All data that we will explore here was collected in [another notebook](download_data.ipynb).
Unfortunately, I didn't add comments on explanations on why/how things were done there, but I'll comment
about it as we explore it.

# Methodology

## Identifying a rust package
We will consider a python + rust package a python package with a `Cargo.toml` in its source code.
In order to check a source code from a package, data was collected from pypi api for packages
the source code was uploaded.

## What was collected from python sources
- path to `Cargo.toml` and `Cargo.lock` files (ignoring case)
- build dependencies (using a development version of [pybuild-deps](https://pypi.org/project/pybuild-deps/)
- content of `Cargo.lock` files
- errors retrieving/parsing the source code (if any)

# Popular packages

For all intentions and purposes, I'm gonna consider "popular" as a synonym to "most downloaded". That's not necessarily
true, but we need to start somewhere.

Data was collected from https://pythonwheels.com, which lists the 360 most downloaded packages in the last 30 days (for all
intentions and purposes, I'm going to consider "popular" as a synonym to "most downloaded")


The dataset from pythonwheels.com only contains the package name and the number of downloads.
Sources were collected for the latest (as of Oct 11 2023) version of the packages listed there.


In [1]:
import json
from pathlib import Path

import pandas as pd

In [2]:
wheels_dataset = json.loads(Path("results/cargo-research-pythonwheel.json").read_text())
df_wheels = pd.DataFrame(wheels_dataset)
df_wheels.head()

Unnamed: 0,pkg_name,pkg_version,build_deps,cargo_toml_qty,cargo_lock_qty,cargo_toml,cargo_lock,cargo_lock_contents,downloads,error,exc_class
0,boto3,1.28.62,[],0.0,0.0,[],[],[],750231089,,
1,urllib3,2.0.6,[hatchling],0.0,0.0,[],[],[],378371521,,
2,botocore,1.31.62,[],0.0,0.0,[],[],[],330557585,,
3,requests,2.31.0,[],0.0,0.0,[],[],[],323394974,,
4,setuptools,68.2.2,[],0.0,0.0,[],[],[],297651249,,


In [3]:
print("number of packages not collected/parsed:", df_wheels[~df_wheels.error.isna()].shape[0])
df_wheels[~df_wheels.error.isna()][["pkg_name", "pkg_version", "downloads", "error"]]

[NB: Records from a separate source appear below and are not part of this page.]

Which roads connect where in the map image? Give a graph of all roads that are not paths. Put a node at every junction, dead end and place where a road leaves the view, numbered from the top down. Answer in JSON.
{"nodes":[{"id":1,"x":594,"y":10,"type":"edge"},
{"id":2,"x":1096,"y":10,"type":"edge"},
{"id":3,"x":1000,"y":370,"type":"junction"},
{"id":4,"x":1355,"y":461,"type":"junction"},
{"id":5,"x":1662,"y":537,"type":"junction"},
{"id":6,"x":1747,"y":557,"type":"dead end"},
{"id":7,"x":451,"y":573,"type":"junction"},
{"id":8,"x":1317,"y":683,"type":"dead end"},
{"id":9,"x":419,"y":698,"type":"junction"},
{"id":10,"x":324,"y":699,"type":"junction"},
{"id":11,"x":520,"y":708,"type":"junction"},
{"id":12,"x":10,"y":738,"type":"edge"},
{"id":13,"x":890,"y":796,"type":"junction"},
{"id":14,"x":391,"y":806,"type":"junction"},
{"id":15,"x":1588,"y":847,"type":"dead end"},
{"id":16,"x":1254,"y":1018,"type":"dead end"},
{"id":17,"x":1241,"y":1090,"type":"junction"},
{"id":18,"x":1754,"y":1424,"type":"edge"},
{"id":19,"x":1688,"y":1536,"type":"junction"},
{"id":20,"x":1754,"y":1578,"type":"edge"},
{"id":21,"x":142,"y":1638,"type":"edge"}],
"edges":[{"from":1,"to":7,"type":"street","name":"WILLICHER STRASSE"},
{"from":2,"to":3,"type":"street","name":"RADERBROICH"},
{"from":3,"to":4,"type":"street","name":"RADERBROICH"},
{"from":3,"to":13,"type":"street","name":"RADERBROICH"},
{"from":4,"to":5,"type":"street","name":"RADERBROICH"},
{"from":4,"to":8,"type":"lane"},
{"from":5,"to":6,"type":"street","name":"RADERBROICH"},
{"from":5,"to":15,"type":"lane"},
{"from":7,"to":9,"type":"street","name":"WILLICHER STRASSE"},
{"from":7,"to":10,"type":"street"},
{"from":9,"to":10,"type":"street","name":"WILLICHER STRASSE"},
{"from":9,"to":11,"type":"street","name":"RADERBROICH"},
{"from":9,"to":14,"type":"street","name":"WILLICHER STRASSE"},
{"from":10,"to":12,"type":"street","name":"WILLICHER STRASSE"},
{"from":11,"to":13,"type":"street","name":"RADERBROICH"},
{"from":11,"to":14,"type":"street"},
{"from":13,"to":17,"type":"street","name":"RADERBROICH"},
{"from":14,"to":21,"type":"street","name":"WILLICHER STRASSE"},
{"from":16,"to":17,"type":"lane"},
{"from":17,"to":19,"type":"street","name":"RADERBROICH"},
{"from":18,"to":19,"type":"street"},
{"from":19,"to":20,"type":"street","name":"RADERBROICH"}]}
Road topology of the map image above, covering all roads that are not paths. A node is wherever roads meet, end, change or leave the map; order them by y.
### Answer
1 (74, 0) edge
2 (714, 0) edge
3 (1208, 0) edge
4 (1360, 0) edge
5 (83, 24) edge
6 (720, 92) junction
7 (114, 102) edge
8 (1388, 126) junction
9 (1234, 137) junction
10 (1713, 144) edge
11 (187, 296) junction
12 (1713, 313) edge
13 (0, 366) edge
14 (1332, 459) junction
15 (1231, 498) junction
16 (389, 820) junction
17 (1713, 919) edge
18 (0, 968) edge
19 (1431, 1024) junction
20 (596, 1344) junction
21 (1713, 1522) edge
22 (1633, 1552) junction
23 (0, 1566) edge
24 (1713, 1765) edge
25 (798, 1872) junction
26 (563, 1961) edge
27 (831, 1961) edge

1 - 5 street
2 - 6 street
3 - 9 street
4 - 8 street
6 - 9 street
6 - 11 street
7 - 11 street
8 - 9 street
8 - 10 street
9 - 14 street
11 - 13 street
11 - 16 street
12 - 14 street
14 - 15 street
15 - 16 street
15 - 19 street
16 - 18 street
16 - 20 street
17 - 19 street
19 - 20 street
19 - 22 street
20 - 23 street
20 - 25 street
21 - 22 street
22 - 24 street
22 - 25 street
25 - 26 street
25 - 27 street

number of packages not collected/parsed: 11


Unnamed: 0,pkg_name,pkg_version,downloads,error
138,azure-common,1.1.28,31844917,file could not be opened successfully:\n- meth...
143,msrest,0.7.1,31550696,file could not be opened successfully:\n- meth...
165,azure-identity,1.14.1,28553071,file could not be opened successfully:\n- meth...
174,tb-nightly,2.15.0a20231010,26890751,PyPI doesn't have the source code for package ...
205,redshift-connector,2.0.914,22448408,PyPI doesn't have the source code for package ...
226,tensorboard,2.14.1,20139353,PyPI doesn't have the source code for package ...
266,tensorflow,2.14.0,16119009,PyPI doesn't have the source code for package ...
285,debugpy,1.8.0,14581674,file could not be opened successfully:\n- meth...
302,tensorflow-estimator,2.14.0,13325343,PyPI doesn't have the source code for package ...
329,tensorboard-data-server,0.7.1,12094937,PyPI doesn't have the source code for package ...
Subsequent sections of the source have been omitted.